Der Sturz im regnerischen Silverstone kostete Marc Marquez endgültig den Weltmeister-Titel. Es wäre der Dritte in Folge gewesen, seit seiner Rookie-Saison in der MotoGP 2013. Sicher eine herbe Enttäuschung für den 22-Jährigen, der in dieser Saison schon vier Stürze auf seinem Konto hat. Und auch, wenn er in die WM nicht mehr eingreifen kann, bleibt es laut ihm im Kampf um den Titel trotzdem spannend.
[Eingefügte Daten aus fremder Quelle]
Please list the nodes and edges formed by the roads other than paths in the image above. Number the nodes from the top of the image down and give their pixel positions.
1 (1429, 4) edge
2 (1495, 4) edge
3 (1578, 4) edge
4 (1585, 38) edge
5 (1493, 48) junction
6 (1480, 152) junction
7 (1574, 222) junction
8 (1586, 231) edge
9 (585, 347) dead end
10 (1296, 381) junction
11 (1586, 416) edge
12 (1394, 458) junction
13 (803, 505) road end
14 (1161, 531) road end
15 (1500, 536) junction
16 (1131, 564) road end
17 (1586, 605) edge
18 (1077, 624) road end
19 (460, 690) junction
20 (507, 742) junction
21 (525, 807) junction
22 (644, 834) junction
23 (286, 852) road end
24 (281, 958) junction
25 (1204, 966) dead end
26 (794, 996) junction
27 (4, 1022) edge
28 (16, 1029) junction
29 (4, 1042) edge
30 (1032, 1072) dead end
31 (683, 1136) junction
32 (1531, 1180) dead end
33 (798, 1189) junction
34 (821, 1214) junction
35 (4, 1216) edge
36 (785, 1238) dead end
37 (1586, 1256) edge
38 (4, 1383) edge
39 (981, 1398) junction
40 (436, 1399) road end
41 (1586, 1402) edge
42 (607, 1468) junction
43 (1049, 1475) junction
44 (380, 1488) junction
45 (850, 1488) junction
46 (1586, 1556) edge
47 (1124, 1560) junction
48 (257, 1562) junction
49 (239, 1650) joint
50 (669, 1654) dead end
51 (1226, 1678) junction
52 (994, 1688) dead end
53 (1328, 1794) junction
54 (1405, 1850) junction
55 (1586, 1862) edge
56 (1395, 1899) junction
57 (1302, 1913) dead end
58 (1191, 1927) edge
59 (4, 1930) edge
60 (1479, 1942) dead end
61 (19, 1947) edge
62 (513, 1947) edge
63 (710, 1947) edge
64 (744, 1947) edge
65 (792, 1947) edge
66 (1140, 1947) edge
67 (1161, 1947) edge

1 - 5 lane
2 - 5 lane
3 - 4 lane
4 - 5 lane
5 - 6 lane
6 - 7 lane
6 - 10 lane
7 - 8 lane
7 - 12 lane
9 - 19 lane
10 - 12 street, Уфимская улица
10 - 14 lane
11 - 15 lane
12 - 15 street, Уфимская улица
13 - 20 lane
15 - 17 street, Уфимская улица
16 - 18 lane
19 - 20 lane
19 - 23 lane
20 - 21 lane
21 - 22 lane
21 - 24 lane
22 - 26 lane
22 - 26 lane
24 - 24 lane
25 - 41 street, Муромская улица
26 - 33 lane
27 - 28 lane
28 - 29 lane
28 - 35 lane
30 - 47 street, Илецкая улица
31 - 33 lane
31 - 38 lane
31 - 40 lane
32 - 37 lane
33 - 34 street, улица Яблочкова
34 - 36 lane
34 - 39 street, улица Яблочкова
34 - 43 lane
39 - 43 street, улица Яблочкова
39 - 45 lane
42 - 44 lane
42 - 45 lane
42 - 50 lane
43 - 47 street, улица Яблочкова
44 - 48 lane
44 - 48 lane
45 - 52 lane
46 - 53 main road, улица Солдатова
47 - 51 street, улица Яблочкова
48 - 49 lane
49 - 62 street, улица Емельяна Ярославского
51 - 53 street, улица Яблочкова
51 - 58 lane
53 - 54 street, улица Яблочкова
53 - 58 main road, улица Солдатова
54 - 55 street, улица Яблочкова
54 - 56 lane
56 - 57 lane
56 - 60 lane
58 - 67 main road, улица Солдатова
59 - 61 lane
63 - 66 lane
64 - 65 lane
Nach dem Silverstone-GP konnte sich auch Marquez nicht entscheiden, ob nun Jorge Lorenzo oder Valentino Rossi der wahrscheinlichere Titelanwärter ist. "Es sieht interessant aus, denn wenn man nach dem reinen Speed geht, sieht es so aus, als ob Jorge der Schnellere wäre. Valentino ist aber unfassbar konstant und kann von jedem Problem von Jorge profitieren", sagt Marquez, jedoch nicht, ohne fortzufahren. "Wir werden aber versuchen, ab jetzt in jedem Rennen mitzureden."

Der Titelkampf zwischen Lorenzo und Rossi bleibt weiterhin offen -
Der Titelkampf zwischen Lorenzo und Rossi bleibt weiterhin offen -Foto: Yamaha

Nicht zu schlagen

Marquezs Ungewissheit über den Ausgang der aktuellen WM ist nur zu gut verständlich. Kein Fan und auch kein Experte können den genauen Verlauf der Weltmeisterschaft erahnen, denn beide Yamaha-Werkspiloten sind in der Form ihres Lebens. Statistisch gesehen hat Lorenzo mit seinen fünf Siegen zwar einen mehr eingefahren als Teamkollege Rossi, dieser war dafür aber in jedem Rennen auf dem Podium. Es vermag wohl niemand zu beurteilen, was die größere Leistung ist. Beides zeigt, dass der Titelkampf zwischen Lorenzo und Rossi nicht durch Überlegenheit entschieden wird.

Das Glück scheint eher auf Seiten des neunfachen Weltmeisters zu sein, der nach einer fantastischen Leistung im Regen von Silverstone das vierte Mal siegen konnte. Lorenzo hingegen hatte auf britischem Boden in dieser Saison erneut mit Visier-Problemen zu kämpfen. Nachdem er mit dem vierten Platz in der Tasche zurück in die Box kam, war die einzige Geste, die er seinem Team zukommen ließ, ein Fingerzeig auf sein komplett beschlagenes Visier. Zuvor hatte sich beim Saisonauftakt in Katar die Polsterung seines Helmes gelöst und vereitelte so Lorenzos Jagd nach dem ersten Sieg, den sich zu allem Überfluss auch noch der Teamkollege schnappte.

Entscheidende Kleinigkeiten

In einem so engen Titelkampf sind es eben Kleinigkeiten, auf die es ankommt. Genau die Probleme, auf die Marquez am letzten Rennsonntag in Silverstone hinwies. Kämpft Lorenzo mit etwas, ist Rossi Fuchs genug, daraus seine Vorteile zu ziehen. Ein ähnliches Unglück ist dem Doktor in dieser Saison noch nicht passiert. Überhaupt scheint das Glück von Anfang an auf Rossis Seite gewesen zu sein. Ausfälle oder Stürze in der Königsklasse? Bis auf ein paar Ausnahmen Fehlanzeige.

Nach dem Großbritannien-GP trennen nun zwölf Punkte die beiden Yamaha-Fahrer. Bei weitem kein Polster, auf dem der Führende Rossi sich ausruhen könnte. Denn sollte Lorenzo in den noch folgenden Rennen wieder eine derart konstante Leistung wie in Brünn abliefern, wird es für den Italiener ein hartes Stück Arbeit, an dem Mallorquiner vorbei zu kommen. Doch letztendlich ist es genau das, was die Fans und Zuschauer sehen wollen und was die diesjährige MotoGP-Saison zu einer der spannendsten in der Geschichte macht.